April 22, 2016 18:43

In 2014 the average annual Belarusian ruble’s rate to the US dollar is expected to reach BYR 9800/ USD 1. To keep the rate within designated limits, an agreement on the planned loan of USD 2 bn from Russia will not suffice – because of the significant external debt redemption in 2014.

By strengthening national currency against a currency basket, the National Bank tries to bring back foreign currency purchased by population in the 4th quarter 2013 to the exchange market, which will allow it to tide over until the moment of first major foreign currency inflows from sales of Belarusian enterprises to Russia.

The national currency strengthened by 0.55% against a currency basket in early January.

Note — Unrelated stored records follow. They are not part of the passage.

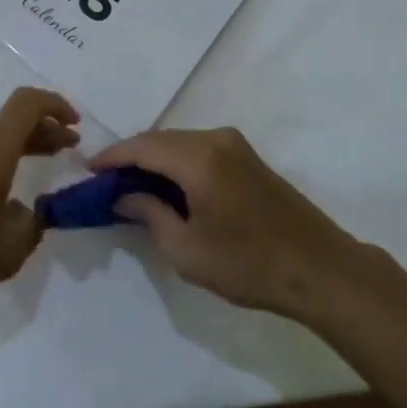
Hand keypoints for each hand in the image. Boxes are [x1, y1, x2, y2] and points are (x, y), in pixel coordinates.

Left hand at [0, 88, 78, 313]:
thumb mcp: (9, 249)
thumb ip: (31, 226)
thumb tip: (30, 213)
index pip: (28, 103)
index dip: (56, 106)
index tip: (75, 126)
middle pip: (14, 120)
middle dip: (45, 129)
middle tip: (68, 147)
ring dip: (23, 145)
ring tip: (42, 167)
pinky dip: (1, 160)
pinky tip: (5, 192)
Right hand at [90, 127, 364, 319]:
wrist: (319, 269)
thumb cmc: (249, 264)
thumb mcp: (188, 250)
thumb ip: (150, 215)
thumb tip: (124, 195)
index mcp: (199, 158)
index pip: (143, 147)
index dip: (112, 157)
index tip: (87, 170)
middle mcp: (216, 139)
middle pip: (161, 140)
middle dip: (131, 157)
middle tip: (105, 182)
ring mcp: (235, 144)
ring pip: (180, 142)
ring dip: (154, 159)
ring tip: (130, 185)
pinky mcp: (247, 157)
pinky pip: (199, 149)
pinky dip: (176, 162)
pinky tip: (166, 186)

The estimation of parameters in the forecast of the socio-economic situation in Belarus adopted on December 31, 2013, envisaged the average annual rate of national currency to the US dollar amounting to BYR 9800/ USD 1. As of January 1, 2014, the rate reached the level of BYR 9520/USD 1. Given smooth and even weakening of the Belarusian ruble, the rate should not exceed BYR 10080/USD 1. Taking into account the existing state of the current account balance of Belarus and anticipated developments in foreign markets, the retention of the rate within specified limits without considerable external and internal inflows of foreign currency seems unlikely.

In December an agreement was reached on the allocation of the state loan of USD450 mln with 10-year maturity at the 4% rate per annum by Russia. Additional resources in the amount of nearly USD1.5 bn can be allocated via state banks. On December 31, 2013, USD440 mln were provided by the Russian bank as a bridge loan for a period of six months. Taking into account the repayment of USD3.6 bn of the national debt in 2014, the announced receipts are insufficient to refinance redeemed loans to the full extent. It will not be possible to repay loans by way of foreign trade in 2014. It is expected to attract around USD800 mln from foreign markets by issuing bonds, yet the timing of placement of state foreign currency bonds is not known. Additional foreign exchange funds are necessary. Privatization may become one of their potential sources.

First potential auctions of state stocks of shares will take place in February 2014 at the earliest.

The National Bank may resort to the tactics of temporary strengthening of the ruble against a currency basket in January, which, against the backdrop of high deposit interest rates in national currency, may force a certain group of people to sell foreign currency and place the obtained resources on deposits within the banking system. These steps will allow to tide over for a short period of time (one month – one-month-and-a-half) without significant reduction in gold and forex reserves, and subsequent potential large receipts will decrease devaluation trends and will allow the National Bank to carry out foreign debt repayment while gradually weakening national currency. A potential problem is posed by excessive demands as regards investors in terms of the value of assets sold by the state, which might interfere with the plans of the National Bank. This being said, in the case of the total lack of sales of enterprises to Russia, the delivery of loans may be postponed ad infinitum, as is the case with the sixth tranche from the EurAsEc Anti-Crisis Fund.

 Thus, strengthening of national currency against a currency basket in the first days of 2014 constitutes a tactical move by the National Bank, which will allow it not to reveal the drop in gold and forex reserves by the time of large receipts of foreign currency from Russia. By rationing out loans to Belarus, Russia, on the one hand, will strive for the sales of relevant assets, and, on the other, will actually tacitly manage the changes in Belarusian currency rates against the backdrop of insignificant financial reserves that the National Bank has to manage the rates.